• **HOW TO COMPLETE THIS TASK**
Among the entries below, please show each line that carries the word "Normandy".

═══ DATA EXCERPTS ═══

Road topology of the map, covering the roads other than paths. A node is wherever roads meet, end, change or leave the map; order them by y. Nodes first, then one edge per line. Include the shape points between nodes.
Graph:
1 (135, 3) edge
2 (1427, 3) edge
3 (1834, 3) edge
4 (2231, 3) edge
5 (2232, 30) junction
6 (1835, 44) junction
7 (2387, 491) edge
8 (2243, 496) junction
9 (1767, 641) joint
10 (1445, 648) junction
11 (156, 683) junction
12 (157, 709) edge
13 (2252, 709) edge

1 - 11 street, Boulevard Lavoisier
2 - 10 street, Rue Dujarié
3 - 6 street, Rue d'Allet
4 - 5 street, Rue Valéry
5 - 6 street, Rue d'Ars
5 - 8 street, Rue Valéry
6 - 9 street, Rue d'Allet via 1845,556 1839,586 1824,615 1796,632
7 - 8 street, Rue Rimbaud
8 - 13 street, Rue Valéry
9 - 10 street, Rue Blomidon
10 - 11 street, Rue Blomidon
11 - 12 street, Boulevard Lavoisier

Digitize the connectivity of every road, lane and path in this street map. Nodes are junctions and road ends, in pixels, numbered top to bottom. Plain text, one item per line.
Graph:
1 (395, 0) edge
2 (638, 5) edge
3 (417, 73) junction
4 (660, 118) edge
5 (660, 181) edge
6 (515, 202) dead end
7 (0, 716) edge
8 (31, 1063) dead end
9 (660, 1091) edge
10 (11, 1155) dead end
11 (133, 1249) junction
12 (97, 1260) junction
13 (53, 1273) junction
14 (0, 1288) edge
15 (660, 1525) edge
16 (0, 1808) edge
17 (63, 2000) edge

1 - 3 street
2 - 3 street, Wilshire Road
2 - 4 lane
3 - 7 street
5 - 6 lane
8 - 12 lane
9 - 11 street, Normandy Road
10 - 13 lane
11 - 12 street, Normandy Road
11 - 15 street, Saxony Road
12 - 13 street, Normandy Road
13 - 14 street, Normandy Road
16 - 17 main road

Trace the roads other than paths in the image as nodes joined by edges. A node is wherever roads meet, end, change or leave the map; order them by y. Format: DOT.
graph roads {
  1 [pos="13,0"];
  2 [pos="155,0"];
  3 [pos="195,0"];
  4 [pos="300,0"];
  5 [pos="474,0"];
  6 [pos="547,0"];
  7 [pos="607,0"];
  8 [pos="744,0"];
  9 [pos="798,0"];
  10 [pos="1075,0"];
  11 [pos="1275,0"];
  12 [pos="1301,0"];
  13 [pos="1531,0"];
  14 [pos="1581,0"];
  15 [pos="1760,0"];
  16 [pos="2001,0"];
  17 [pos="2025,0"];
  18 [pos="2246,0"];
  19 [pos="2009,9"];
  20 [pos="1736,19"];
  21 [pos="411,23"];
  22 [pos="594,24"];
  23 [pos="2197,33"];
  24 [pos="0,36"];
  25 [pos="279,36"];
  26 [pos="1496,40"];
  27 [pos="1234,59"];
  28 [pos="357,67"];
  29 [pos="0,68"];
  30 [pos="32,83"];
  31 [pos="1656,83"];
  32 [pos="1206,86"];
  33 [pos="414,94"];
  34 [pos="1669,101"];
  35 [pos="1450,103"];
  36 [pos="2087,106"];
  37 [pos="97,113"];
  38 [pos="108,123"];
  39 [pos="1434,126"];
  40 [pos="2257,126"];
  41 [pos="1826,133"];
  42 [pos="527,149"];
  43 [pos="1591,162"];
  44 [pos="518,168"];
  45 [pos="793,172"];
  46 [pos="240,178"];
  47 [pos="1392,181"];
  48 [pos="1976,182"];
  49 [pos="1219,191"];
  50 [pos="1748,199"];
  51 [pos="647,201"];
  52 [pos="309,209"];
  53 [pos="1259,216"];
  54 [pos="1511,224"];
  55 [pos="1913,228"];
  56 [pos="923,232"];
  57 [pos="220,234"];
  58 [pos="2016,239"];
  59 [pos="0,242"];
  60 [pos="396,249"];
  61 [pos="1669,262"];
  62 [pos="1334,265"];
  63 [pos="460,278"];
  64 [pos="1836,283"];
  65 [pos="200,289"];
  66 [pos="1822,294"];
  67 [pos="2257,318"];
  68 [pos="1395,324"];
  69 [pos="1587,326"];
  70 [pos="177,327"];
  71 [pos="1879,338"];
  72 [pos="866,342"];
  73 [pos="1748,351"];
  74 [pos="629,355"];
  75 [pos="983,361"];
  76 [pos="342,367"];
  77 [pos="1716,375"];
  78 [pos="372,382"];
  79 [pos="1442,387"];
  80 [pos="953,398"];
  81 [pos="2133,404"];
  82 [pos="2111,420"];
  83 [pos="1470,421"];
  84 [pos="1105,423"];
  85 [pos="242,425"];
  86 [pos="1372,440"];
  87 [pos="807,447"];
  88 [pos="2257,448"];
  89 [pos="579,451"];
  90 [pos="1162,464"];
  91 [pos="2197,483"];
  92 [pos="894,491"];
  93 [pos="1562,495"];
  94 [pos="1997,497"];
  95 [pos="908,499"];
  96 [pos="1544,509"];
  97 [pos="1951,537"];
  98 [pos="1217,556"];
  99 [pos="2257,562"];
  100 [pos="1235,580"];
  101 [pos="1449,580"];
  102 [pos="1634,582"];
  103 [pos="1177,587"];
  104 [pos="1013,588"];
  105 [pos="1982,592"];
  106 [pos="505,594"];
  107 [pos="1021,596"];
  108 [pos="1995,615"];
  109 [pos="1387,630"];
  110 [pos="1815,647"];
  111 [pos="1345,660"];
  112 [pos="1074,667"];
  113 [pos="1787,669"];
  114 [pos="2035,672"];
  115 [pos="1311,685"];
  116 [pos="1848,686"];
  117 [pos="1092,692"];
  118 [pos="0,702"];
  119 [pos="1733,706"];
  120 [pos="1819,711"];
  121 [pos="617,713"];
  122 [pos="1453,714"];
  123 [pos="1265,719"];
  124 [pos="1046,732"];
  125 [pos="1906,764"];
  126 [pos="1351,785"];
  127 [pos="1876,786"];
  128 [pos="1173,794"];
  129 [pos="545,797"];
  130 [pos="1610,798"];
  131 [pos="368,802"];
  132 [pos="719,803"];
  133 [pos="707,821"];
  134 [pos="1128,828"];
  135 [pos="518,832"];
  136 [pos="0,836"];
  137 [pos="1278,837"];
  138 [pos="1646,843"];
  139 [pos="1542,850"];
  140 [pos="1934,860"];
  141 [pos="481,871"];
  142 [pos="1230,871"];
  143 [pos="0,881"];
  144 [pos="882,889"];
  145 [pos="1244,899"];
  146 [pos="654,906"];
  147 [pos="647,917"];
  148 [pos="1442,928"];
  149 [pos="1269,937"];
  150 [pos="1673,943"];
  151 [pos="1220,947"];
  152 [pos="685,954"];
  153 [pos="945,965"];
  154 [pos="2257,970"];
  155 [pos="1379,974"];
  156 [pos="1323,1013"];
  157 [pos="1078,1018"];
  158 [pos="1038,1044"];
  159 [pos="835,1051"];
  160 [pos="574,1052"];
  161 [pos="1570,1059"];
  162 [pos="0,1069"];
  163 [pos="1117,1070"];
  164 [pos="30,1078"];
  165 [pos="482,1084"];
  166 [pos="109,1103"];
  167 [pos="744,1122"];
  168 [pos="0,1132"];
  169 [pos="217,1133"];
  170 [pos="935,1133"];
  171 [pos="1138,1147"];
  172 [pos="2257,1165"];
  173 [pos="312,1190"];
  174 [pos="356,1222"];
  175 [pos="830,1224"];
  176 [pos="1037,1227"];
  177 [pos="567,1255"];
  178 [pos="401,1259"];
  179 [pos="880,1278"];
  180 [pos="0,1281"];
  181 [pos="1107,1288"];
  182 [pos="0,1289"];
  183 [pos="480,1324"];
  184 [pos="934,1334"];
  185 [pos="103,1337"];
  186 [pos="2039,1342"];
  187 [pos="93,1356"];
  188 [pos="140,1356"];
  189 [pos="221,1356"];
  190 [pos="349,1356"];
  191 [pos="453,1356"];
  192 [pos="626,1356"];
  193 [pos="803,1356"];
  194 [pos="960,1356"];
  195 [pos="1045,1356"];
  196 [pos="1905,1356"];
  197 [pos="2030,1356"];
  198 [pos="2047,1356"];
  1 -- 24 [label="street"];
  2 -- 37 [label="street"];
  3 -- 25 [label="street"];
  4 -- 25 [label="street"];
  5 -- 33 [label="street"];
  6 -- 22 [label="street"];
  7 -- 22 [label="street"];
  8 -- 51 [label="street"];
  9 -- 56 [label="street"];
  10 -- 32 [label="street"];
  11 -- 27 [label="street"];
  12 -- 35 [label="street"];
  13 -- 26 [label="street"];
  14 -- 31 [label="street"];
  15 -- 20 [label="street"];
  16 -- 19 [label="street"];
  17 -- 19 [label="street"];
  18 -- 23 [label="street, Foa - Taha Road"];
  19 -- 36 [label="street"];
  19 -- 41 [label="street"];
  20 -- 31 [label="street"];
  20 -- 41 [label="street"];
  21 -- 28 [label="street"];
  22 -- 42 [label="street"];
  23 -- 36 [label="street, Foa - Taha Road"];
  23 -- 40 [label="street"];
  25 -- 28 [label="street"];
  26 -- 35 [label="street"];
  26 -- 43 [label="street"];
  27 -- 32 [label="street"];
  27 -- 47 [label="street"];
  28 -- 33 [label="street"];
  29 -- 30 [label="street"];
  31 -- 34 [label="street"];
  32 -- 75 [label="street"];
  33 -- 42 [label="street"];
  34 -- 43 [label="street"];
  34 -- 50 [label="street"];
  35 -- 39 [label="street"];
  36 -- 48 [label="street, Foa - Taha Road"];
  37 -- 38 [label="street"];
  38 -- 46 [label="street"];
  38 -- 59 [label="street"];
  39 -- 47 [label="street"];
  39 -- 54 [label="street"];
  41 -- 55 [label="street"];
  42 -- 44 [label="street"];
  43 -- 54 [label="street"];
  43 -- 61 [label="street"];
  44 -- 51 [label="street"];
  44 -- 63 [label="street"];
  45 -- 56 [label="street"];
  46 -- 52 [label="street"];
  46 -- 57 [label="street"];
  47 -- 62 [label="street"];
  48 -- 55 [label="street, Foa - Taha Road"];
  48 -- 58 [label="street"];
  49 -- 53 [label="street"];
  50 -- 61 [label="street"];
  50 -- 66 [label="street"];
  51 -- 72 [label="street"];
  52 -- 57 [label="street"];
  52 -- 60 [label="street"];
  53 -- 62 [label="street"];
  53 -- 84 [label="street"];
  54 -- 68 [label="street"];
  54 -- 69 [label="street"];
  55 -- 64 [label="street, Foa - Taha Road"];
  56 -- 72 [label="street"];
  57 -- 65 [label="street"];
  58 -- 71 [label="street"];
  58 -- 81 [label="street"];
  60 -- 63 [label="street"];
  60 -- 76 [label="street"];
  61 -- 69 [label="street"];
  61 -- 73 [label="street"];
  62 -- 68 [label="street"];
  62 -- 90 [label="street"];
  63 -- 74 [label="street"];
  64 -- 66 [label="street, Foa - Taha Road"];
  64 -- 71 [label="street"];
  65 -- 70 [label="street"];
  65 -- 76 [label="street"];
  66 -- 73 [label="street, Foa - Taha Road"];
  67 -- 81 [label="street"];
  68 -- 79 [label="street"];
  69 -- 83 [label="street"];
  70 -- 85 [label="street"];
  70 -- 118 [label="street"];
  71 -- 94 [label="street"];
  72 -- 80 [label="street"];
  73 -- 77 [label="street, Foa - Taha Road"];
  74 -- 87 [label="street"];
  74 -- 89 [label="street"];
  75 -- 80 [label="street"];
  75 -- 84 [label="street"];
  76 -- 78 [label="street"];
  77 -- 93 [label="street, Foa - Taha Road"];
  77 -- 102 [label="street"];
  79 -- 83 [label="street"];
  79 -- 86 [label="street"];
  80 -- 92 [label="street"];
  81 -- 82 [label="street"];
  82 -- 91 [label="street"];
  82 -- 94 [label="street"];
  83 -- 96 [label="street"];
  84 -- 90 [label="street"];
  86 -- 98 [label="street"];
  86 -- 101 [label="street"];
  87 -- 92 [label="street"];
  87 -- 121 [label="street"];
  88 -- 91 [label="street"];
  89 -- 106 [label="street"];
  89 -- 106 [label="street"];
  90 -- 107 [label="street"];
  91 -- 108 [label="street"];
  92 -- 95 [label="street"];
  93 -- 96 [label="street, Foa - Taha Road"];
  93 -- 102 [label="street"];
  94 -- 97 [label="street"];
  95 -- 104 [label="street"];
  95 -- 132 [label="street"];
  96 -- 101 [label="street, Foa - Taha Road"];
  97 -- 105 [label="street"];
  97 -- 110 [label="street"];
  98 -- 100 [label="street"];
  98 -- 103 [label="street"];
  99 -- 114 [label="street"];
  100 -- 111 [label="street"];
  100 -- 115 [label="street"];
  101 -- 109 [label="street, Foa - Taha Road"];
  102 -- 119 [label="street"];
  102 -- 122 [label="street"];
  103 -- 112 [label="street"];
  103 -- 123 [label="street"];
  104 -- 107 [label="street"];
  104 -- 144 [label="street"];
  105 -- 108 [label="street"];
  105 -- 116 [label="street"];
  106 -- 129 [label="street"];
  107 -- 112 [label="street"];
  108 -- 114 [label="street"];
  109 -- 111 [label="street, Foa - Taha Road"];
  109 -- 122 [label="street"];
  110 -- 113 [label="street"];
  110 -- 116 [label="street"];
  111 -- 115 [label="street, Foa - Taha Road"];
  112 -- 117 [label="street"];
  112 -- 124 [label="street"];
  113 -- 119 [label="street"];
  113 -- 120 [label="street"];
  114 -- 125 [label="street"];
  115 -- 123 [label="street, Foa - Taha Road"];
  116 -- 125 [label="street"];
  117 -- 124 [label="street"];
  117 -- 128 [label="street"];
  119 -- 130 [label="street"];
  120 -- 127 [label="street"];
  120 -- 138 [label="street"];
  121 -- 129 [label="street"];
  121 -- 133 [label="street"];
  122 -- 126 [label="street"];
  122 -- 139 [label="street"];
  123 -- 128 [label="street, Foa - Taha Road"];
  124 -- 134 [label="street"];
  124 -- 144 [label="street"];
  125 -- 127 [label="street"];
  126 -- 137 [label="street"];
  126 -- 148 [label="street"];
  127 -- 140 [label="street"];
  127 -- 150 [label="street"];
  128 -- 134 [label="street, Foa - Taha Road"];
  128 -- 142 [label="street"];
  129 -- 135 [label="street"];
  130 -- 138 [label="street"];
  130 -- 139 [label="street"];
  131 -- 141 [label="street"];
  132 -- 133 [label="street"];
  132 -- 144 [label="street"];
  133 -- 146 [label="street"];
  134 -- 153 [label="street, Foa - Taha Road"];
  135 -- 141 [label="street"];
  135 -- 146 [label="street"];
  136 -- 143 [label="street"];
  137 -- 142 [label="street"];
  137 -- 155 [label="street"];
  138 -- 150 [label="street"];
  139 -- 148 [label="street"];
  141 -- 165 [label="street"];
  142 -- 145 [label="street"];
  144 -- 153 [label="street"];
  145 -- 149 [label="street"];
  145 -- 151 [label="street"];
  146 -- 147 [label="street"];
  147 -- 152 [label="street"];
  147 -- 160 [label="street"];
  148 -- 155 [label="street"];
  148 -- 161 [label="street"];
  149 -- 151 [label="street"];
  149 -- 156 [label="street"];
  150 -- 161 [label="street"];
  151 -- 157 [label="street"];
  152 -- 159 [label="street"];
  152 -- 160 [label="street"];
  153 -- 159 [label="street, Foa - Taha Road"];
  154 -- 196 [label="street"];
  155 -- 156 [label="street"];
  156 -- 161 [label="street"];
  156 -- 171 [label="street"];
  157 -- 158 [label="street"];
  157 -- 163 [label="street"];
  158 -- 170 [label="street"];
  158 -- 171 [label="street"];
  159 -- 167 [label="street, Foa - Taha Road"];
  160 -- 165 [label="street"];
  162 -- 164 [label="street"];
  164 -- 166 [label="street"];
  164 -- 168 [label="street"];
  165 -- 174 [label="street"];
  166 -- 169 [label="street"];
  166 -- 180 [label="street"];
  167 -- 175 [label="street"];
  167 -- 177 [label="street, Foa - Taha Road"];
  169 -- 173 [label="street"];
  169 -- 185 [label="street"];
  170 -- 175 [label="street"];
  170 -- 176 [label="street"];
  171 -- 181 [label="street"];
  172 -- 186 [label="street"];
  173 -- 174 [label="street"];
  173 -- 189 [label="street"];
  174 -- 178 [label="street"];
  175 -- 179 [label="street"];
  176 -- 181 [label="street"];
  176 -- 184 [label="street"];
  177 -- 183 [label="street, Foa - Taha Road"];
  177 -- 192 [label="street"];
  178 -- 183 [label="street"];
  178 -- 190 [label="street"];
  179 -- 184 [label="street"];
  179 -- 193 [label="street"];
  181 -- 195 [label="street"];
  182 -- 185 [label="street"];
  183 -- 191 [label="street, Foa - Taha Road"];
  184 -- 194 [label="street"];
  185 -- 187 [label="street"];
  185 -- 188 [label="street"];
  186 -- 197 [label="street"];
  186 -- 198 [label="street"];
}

═══

• **TASK OUTPUT**
9 - 11 street, Normandy Road
11 - 12 street, Normandy Road
12 - 13 street, Normandy Road
13 - 14 street, Normandy Road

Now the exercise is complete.